In some breast cancer cases, IORT has eliminated an additional six to seven weeks of radiation therapy and, according to a 10-year randomized trial published in 2010, yielded the same results as conventional full-breast radiation. Clifford Chao, M.D., the Chu H. Chang Professor of Radiation Oncology and chair of radiation oncology at Columbia University College of Physicians and Surgeons and radiation oncologist-in-chief at New York-Presbyterian/Columbia and New York-Presbyterian/Weill Cornell, is hopeful that similar benefits will be seen in other types of cancer cases, and he sees this as another step toward personalized cancer care.
“The possibilities are encouraging,” said Chao. “We could see patients ahead of time and then work with the surgeon to develop a personalized radiation treatment for the specific tumor.
“When you open up the abdomen to remove a tumor from the liver, bowel or pancreas, the terrain of the surgical bed is a more open, uneven surface,” he continued. “So we need radiotherapy applicators that suit the specific anatomical terrain. In some areas of the body, the applicator could be a half sphere, an irregular shape for uneven surfaces, or a tiny device that fits into a small space where we have anatomic challenges. We can devise personalized therapy based on a patient’s specific anatomy.”
Chao is currently working with engineers and physicists from New York Presbyterian/Columbia and New York-Presbyterian/Weill Cornell Medical Center to design and develop applicators for colorectal, head and neck, lung and gynecologic cancers.

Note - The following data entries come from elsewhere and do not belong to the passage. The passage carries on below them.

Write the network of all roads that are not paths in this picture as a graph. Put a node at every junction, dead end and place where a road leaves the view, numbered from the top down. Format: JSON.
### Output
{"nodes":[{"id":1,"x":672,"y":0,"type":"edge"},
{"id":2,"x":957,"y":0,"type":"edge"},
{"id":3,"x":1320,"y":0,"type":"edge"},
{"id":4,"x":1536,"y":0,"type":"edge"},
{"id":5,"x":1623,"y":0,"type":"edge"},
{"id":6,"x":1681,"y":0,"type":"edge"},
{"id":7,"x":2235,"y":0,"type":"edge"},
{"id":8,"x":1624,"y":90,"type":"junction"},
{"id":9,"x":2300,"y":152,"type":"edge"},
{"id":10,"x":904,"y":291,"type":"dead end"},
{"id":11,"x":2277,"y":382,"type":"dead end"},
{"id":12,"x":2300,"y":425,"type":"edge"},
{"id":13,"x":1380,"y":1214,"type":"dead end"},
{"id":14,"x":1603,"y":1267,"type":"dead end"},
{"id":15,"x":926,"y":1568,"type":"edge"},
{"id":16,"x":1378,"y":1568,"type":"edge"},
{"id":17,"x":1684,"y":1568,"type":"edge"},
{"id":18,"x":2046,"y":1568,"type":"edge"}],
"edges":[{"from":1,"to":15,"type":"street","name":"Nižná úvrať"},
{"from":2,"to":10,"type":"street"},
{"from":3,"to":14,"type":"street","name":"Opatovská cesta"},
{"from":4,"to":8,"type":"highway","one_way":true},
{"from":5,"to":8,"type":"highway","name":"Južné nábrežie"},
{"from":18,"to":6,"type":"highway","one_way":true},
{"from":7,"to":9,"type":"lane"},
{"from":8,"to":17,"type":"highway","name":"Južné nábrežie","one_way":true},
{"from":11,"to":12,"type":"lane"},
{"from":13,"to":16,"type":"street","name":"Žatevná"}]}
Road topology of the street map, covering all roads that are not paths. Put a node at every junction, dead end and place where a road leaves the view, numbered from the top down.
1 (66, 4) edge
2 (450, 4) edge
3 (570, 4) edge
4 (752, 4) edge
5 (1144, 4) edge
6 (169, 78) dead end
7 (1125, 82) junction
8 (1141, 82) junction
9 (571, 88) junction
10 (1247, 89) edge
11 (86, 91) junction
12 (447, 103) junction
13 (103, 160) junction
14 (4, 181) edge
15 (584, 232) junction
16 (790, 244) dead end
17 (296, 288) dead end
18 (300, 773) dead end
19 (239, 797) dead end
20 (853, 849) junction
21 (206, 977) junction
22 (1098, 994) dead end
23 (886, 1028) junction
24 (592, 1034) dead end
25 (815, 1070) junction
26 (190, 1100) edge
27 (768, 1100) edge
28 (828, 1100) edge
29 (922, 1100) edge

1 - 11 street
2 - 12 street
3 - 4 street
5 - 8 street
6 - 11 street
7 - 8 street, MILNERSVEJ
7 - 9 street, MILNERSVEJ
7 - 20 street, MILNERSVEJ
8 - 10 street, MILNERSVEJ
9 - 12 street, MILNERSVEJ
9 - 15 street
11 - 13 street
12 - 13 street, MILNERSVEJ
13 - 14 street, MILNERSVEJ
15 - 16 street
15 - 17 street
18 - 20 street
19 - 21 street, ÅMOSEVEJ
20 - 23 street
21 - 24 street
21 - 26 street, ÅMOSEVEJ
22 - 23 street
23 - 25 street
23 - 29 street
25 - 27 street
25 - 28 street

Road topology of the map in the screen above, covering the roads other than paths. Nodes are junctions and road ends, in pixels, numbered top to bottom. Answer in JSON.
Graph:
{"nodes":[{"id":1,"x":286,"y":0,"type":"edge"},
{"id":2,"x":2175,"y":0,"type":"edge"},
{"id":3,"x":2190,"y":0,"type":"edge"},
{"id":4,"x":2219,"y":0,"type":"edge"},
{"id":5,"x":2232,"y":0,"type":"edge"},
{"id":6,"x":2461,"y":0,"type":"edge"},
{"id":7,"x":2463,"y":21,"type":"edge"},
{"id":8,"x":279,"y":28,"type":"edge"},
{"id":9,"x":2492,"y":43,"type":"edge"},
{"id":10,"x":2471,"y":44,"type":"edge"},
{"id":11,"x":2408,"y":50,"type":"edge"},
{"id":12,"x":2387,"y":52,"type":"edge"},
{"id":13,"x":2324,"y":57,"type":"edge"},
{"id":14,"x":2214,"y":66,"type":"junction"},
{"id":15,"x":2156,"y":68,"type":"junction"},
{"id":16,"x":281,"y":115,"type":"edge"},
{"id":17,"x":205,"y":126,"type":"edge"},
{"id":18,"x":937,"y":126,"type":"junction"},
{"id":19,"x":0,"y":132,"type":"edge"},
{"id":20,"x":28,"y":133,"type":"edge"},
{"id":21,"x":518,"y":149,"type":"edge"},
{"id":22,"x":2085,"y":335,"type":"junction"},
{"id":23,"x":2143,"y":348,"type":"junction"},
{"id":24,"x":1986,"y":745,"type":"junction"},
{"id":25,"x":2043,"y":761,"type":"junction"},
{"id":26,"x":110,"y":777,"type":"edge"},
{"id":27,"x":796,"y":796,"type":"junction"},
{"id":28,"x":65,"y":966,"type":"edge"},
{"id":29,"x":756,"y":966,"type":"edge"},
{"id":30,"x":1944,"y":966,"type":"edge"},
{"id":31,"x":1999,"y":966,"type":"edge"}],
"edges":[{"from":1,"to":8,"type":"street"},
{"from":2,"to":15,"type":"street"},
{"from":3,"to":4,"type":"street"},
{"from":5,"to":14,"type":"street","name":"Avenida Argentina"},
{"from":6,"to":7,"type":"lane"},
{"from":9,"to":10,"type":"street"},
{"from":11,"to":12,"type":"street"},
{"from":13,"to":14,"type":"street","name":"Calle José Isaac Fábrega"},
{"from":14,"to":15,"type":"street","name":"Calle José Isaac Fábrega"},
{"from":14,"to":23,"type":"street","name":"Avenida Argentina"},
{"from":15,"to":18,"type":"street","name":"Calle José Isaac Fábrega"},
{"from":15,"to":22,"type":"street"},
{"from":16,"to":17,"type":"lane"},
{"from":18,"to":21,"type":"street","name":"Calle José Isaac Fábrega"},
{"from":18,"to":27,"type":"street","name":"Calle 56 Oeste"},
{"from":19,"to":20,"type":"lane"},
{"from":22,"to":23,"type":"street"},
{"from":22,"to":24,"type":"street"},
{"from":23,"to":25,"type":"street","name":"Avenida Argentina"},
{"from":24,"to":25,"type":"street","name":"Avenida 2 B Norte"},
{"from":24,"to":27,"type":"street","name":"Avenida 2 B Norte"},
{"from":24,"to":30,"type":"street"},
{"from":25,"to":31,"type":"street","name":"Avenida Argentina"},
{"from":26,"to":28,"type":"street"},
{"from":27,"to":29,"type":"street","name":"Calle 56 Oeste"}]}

In April, Ackerman Cancer Center in Jacksonville, Fla., treated its first four proton therapy patients, becoming the first private, physician-owned practice to offer this advanced form of radiation therapy. Within the first week of operation using its new system, a Mevion S250, eight patients began proton therapy, with cancers affecting the parotid, prostate, tongue and base of the skull.4
With today’s changing technology, proton therapy systems are no longer the size of a football field and cost hundreds of millions of dollars to build and operate, making them relatively untouchable to most institutions. This system was installed in a single room with a footprint similar to a conventional radiation therapy unit, making it easy to integrate with any size cancer facility.
“We are a full-service cancer center, offering a complement of treatment options — allowing us to choose the modality that is most appropriate for each patient,” said Scot Ackerman, M.D., radiation oncologist and medical director of Ackerman Cancer Center. “Proton therapy is an important radiation oncology treatment and one that our patients deserve to be able to access as we help them fight their cancers.”
1 National Cancer Institute at the National Institutes of Health, “Radiation Therapy for Cancer,” www.cancer.gov/about-cancer/treatment/types/radiation-therapy/radiation-fact-sheet#q11. Accessed Aug. 5, 2015.
4 Imaging Technology News, “World’s First Physician-Owned Proton Therapy Center Treats First Patient,” www.itnonline.com/article/world’s-first-physician-owned-proton-therapy-center-treats-first-patient. Accessed Aug. 5, 2015.